**Task item**
Count the lines below that contain the word "highway", and state only that number.

+ + +

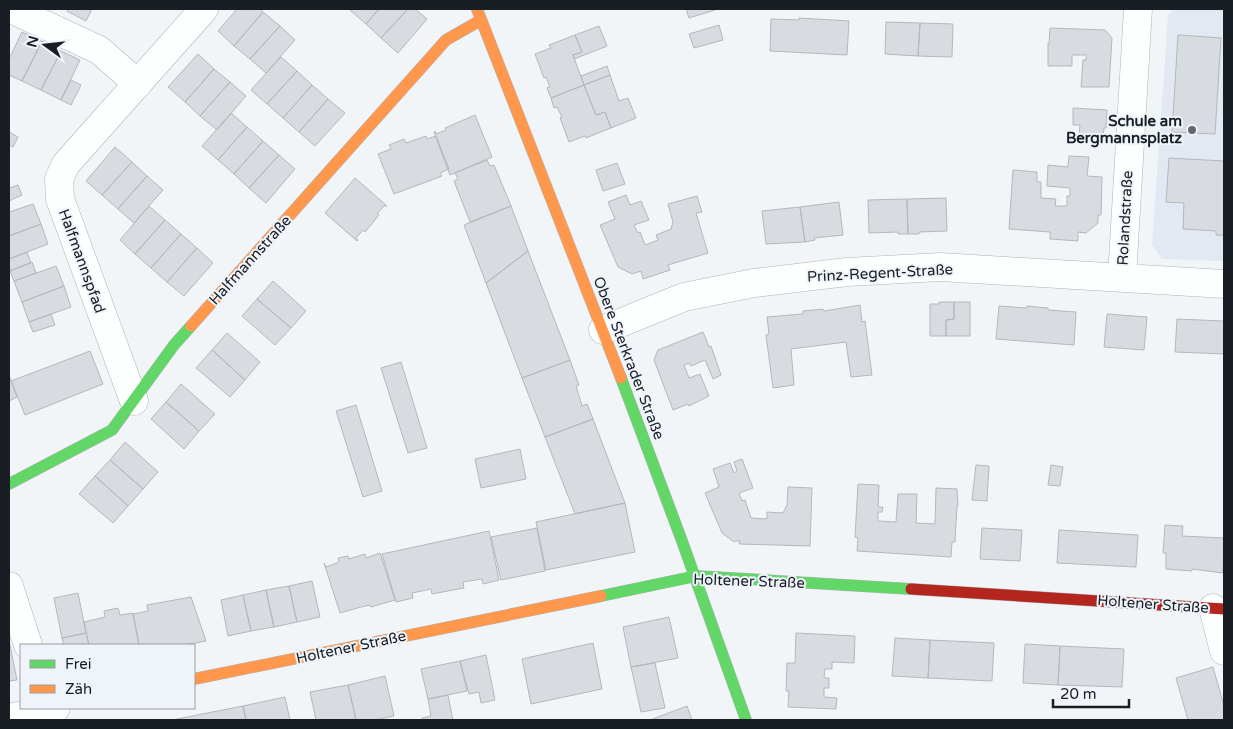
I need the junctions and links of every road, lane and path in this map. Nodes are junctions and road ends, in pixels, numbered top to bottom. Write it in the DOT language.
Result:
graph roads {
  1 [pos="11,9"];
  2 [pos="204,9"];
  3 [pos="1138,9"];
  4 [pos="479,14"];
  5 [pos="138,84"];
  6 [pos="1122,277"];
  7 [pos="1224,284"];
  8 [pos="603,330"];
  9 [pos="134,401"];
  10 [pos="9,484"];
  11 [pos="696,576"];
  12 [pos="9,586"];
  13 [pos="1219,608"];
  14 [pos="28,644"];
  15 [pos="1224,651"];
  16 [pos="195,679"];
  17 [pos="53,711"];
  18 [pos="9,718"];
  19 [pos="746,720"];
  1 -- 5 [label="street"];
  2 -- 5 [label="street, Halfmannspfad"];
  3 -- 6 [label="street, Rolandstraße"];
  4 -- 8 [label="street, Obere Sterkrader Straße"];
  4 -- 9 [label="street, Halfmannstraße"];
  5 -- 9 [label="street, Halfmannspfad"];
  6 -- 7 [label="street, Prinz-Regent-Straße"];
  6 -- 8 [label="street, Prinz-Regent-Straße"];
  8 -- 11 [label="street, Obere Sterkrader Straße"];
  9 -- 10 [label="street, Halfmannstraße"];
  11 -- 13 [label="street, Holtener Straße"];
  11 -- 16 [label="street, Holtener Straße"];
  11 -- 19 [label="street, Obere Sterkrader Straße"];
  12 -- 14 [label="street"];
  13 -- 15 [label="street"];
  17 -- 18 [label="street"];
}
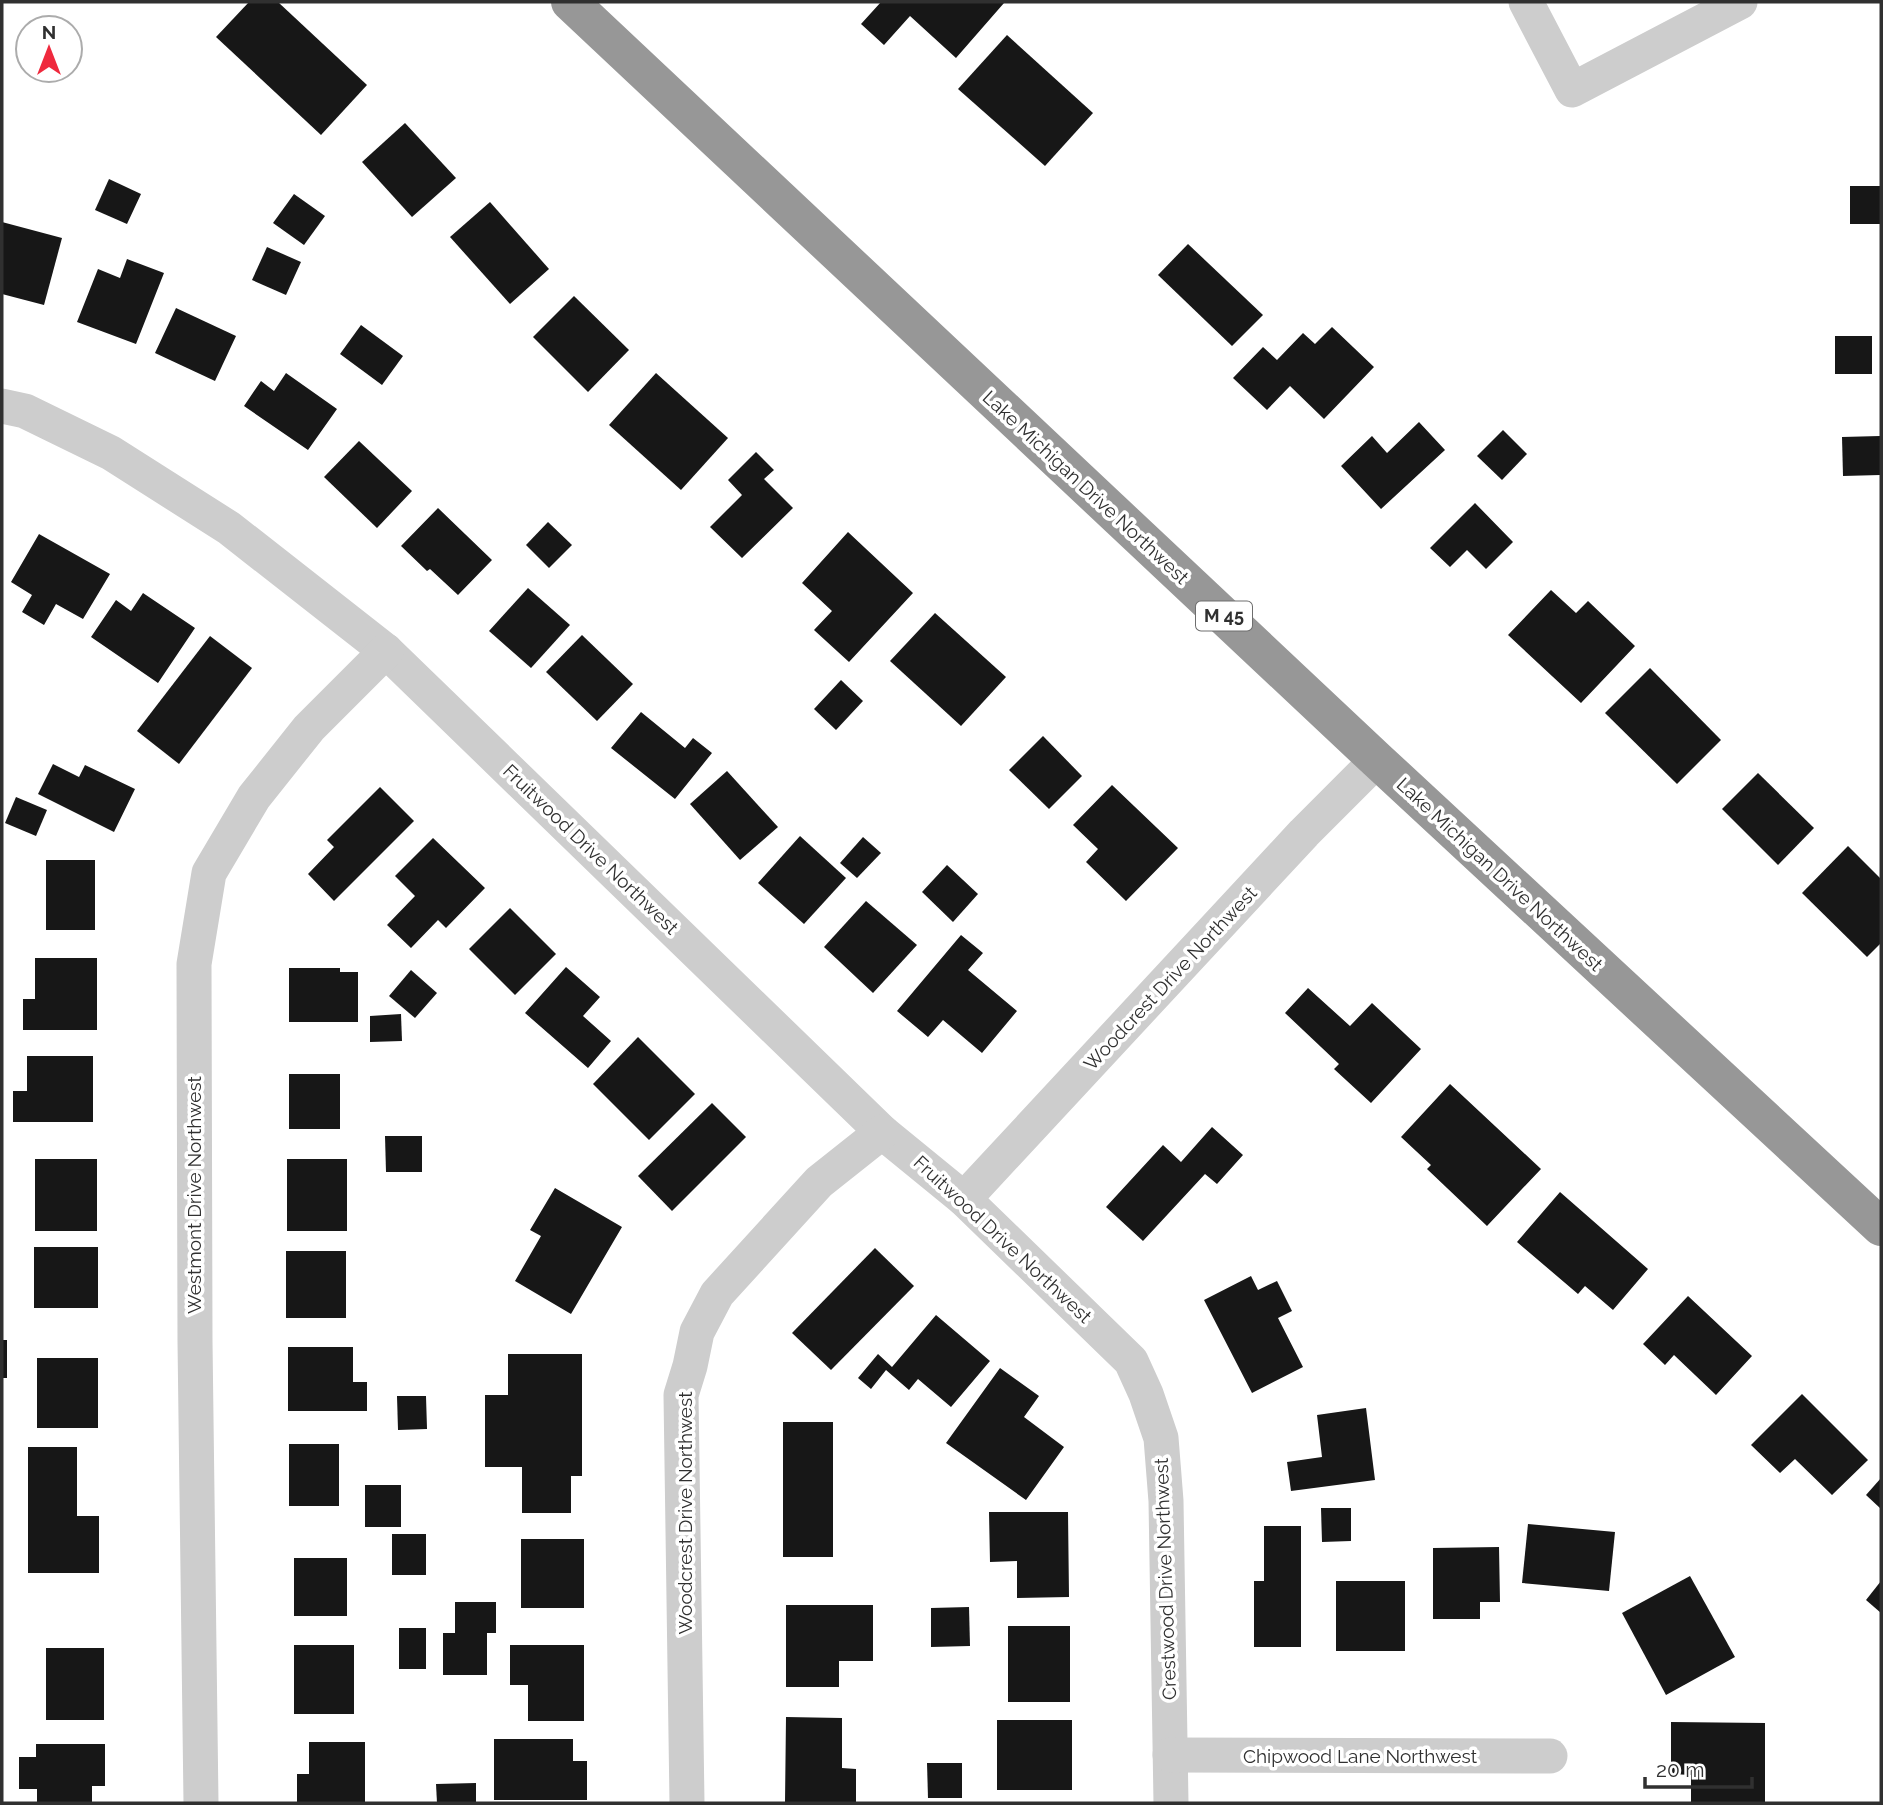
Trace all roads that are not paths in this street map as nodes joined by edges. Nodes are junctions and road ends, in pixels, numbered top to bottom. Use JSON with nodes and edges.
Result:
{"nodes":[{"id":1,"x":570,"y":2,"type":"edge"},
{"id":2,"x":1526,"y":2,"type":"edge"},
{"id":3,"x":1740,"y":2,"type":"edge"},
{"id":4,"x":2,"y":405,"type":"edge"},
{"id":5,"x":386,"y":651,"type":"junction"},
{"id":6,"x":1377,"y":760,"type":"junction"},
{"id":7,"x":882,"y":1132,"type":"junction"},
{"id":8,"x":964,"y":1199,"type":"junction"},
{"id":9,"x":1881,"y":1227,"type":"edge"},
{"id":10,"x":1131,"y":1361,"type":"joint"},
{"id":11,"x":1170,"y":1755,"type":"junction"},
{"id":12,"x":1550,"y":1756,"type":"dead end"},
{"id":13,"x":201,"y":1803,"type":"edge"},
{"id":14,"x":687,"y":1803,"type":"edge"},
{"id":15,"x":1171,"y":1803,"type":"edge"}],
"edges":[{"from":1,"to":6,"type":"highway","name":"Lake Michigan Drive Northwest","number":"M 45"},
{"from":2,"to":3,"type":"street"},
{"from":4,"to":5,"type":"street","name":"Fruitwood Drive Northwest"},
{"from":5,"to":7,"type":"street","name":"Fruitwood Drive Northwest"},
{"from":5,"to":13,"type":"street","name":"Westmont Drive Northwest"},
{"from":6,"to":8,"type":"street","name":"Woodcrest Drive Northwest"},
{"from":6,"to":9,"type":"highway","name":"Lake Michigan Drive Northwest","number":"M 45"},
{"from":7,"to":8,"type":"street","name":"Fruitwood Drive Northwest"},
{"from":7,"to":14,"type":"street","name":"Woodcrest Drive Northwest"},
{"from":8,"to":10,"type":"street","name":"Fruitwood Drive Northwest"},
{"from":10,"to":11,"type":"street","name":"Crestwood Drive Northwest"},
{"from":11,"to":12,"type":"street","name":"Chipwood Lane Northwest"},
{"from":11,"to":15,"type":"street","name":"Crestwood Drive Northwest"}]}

+ + +

**Reply to the exercise**
2